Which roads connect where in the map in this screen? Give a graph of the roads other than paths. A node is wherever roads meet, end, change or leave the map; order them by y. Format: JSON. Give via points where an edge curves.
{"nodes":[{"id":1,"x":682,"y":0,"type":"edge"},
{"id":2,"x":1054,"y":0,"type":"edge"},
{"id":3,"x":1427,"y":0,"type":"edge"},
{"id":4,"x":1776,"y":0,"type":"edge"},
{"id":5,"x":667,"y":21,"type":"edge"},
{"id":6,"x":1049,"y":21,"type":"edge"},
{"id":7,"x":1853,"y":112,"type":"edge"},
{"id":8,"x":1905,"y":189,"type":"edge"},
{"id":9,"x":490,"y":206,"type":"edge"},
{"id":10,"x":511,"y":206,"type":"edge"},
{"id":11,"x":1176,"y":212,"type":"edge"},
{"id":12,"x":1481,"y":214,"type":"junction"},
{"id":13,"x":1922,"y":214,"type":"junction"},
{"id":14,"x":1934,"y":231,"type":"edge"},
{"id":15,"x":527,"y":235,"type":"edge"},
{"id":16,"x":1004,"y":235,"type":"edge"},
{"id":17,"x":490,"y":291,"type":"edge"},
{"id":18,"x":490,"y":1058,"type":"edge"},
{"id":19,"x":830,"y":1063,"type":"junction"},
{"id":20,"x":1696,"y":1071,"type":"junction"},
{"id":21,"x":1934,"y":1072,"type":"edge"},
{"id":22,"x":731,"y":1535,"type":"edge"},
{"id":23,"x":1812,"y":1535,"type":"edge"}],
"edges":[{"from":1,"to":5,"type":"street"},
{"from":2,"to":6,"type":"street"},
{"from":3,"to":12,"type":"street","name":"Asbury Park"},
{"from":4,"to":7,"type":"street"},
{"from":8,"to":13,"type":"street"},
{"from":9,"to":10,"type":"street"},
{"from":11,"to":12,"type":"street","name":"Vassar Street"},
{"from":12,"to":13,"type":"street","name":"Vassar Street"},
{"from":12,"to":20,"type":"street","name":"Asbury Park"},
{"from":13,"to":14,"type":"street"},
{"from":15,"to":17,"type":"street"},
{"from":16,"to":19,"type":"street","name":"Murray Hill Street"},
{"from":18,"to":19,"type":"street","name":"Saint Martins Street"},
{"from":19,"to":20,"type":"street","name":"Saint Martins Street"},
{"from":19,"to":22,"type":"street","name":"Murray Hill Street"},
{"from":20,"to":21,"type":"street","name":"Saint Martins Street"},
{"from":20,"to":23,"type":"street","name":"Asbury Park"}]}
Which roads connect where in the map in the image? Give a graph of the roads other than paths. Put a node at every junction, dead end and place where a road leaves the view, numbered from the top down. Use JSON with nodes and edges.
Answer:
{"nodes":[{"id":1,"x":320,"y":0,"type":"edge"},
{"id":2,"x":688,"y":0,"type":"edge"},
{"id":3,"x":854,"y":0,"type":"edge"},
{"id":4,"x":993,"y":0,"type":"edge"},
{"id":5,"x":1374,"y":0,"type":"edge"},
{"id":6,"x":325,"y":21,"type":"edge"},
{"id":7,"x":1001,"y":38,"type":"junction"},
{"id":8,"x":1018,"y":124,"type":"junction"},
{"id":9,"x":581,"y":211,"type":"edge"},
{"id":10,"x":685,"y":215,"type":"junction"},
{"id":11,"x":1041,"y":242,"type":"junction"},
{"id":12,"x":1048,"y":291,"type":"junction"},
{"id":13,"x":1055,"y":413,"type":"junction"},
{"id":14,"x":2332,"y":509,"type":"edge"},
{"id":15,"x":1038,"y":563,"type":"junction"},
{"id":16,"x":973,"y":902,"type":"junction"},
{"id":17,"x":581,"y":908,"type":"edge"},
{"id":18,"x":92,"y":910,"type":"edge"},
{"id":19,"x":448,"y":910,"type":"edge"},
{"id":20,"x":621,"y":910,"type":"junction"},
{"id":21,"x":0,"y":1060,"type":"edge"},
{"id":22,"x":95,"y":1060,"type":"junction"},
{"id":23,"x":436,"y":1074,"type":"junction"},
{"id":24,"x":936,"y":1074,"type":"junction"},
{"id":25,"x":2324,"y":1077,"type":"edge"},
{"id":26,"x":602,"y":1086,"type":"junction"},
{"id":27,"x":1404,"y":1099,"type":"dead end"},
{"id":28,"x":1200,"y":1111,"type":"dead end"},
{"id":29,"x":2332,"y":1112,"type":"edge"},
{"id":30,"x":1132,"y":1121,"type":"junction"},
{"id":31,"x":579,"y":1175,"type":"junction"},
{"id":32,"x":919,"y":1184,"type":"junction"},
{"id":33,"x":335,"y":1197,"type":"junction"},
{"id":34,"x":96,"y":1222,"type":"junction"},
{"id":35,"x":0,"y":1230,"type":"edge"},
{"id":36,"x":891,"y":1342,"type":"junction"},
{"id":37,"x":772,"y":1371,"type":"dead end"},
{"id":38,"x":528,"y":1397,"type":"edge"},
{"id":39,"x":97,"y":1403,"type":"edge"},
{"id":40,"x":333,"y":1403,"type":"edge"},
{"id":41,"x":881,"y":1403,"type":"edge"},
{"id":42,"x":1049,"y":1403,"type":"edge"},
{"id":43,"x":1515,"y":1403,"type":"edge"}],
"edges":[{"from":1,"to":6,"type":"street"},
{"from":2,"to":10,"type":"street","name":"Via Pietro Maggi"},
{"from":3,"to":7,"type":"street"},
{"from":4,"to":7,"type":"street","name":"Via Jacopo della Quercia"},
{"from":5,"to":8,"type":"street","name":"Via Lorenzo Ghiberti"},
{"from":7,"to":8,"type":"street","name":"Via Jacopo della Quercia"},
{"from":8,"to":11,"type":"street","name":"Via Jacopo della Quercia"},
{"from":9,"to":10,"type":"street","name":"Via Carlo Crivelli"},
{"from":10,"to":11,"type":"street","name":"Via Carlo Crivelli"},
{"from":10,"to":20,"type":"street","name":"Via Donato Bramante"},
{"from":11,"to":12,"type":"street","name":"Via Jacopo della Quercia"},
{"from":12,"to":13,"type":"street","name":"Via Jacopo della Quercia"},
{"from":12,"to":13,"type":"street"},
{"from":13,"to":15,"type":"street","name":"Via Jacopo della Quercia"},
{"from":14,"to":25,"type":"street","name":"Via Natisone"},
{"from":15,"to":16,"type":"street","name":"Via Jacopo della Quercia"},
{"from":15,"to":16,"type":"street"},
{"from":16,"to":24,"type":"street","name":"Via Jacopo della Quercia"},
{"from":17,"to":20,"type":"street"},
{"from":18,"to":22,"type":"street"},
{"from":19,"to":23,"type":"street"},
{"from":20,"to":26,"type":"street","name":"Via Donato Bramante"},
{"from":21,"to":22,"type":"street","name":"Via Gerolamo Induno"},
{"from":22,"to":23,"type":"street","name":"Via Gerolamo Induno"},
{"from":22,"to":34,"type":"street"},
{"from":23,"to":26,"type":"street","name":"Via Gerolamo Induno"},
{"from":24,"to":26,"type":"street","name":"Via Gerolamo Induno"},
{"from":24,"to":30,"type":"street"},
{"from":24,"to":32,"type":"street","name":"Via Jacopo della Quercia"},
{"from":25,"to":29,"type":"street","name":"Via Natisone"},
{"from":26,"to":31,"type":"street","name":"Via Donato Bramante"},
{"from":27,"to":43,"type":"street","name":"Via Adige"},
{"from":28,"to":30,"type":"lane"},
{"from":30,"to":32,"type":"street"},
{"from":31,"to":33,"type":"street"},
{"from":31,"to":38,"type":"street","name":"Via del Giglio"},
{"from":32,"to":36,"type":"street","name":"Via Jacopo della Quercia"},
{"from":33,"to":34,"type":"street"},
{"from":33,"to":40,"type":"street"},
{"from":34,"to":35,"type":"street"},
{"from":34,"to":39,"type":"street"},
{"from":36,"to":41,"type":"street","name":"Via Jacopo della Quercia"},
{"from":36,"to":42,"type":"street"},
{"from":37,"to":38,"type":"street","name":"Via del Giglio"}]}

**ABOUT THIS EXERCISE**
Go through the material above and state how many lines hold the word "Murray". Give only the number.

**WRITTEN REPLY**
2